**The task:**
Reproduce every line of the data, exactly and without its pictures.

(Data records)
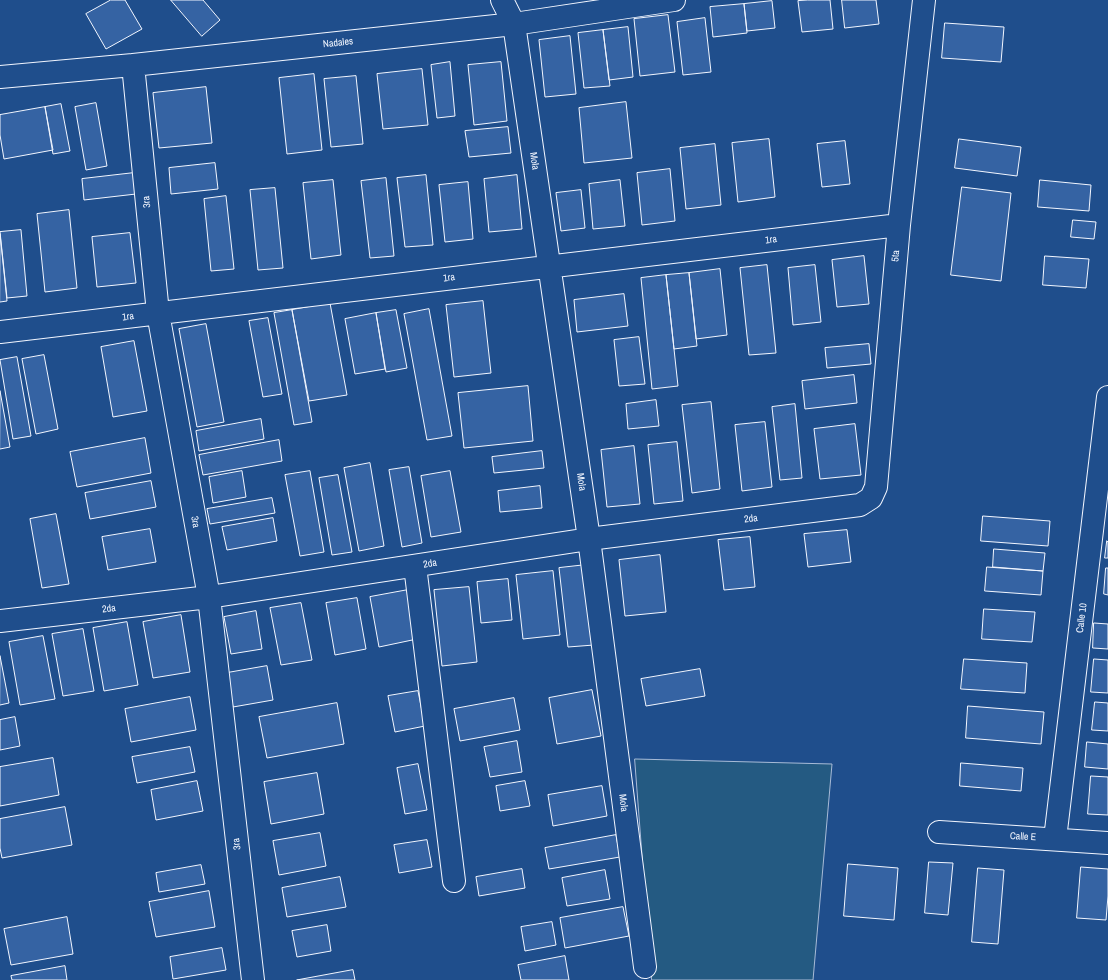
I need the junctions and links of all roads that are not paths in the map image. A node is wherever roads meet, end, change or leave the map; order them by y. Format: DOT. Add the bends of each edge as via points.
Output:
graph roads {
  1 [pos="502,0"];
  2 [pos="674,0"];
  3 [pos="924,0"];
  4 [pos="514,24"];
  5 [pos="133,66"];
  6 [pos="0,77"];
  7 [pos="899,225"];
  8 [pos="550,266"];
  9 [pos="158,313"];
  10 [pos="0,332"];
  11 [pos="1108,397"];
  12 [pos="860,505"];
  13 [pos="589,539"];
  14 [pos="415,566"];
  15 [pos="209,597"];
  16 [pos="0,621"];
  17 [pos="939,832"];
  18 [pos="1055,839"];
  19 [pos="1108,843"];
  20 [pos="454,881"];
  21 [pos="644,966"];
  22 [pos="253,980"];
  1 -- 4 [label="street, Mola"];
  2 -- 4 [label="street, Nadales"];
  3 -- 7 [label="street, 5ta"];
  4 -- 5 [label="street, Nadales"];
  4 -- 8 [label="street, Mola"];
  5 -- 6 [label="street, Nadales"];
  5 -- 9 [label="street, 3ra"];
  7 -- 8 [label="street, 1ra"];
  7 -- 12 [label="street, 5ta" via="876,487 871,498"];
  8 -- 9 [label="street, 1ra"];
  8 -- 13 [label="street, Mola"];
  9 -- 10 [label="street, 1ra"];
  9 -- 15 [label="street, 3ra"];
  11 -- 18 [label="street, Calle 10"];
  12 -- 13 [label="street, 2da"];
  13 -- 14 [label="street, 2da"];
  13 -- 21 [label="street, Mola"];
  14 -- 15 [label="street, 2da"];
  14 -- 20 [label="street"];
  15 -- 16 [label="street, 2da"];
  15 -- 22 [label="street, 3ra"];
  17 -- 18 [label="street, Calle E"];
  18 -- 19 [label="street, Calle E"];
}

**Answer space:**
I need the junctions and links of all roads that are not paths in the map image. A node is wherever roads meet, end, change or leave the map; order them by y. Format: DOT. Add the bends of each edge as via points.
Output:
graph roads {
  1 [pos="502,0"];
  2 [pos="674,0"];
  3 [pos="924,0"];
  4 [pos="514,24"];
  5 [pos="133,66"];
  6 [pos="0,77"];
  7 [pos="899,225"];
  8 [pos="550,266"];
  9 [pos="158,313"];
  10 [pos="0,332"];
  11 [pos="1108,397"];
  12 [pos="860,505"];
  13 [pos="589,539"];
  14 [pos="415,566"];
  15 [pos="209,597"];
  16 [pos="0,621"];
  17 [pos="939,832"];
  18 [pos="1055,839"];
  19 [pos="1108,843"];
  20 [pos="454,881"];
  21 [pos="644,966"];
  22 [pos="253,980"];
  1 -- 4 [label="street, Mola"];
  2 -- 4 [label="street, Nadales"];
  3 -- 7 [label="street, 5ta"];
  4 -- 5 [label="street, Nadales"];
  4 -- 8 [label="street, Mola"];
  5 -- 6 [label="street, Nadales"];
  5 -- 9 [label="street, 3ra"];
  7 -- 8 [label="street, 1ra"];
  7 -- 12 [label="street, 5ta" via="876,487 871,498"];
  8 -- 9 [label="street, 1ra"];
  8 -- 13 [label="street, Mola"];
  9 -- 10 [label="street, 1ra"];
  9 -- 15 [label="street, 3ra"];
  11 -- 18 [label="street, Calle 10"];
  12 -- 13 [label="street, 2da"];
  13 -- 14 [label="street, 2da"];
  13 -- 21 [label="street, Mola"];
  14 -- 15 [label="street, 2da"];
  14 -- 20 [label="street"];
  15 -- 16 [label="street, 2da"];
  15 -- 22 [label="street, 3ra"];
  17 -- 18 [label="street, Calle E"];
  18 -- 19 [label="street, Calle E"];
}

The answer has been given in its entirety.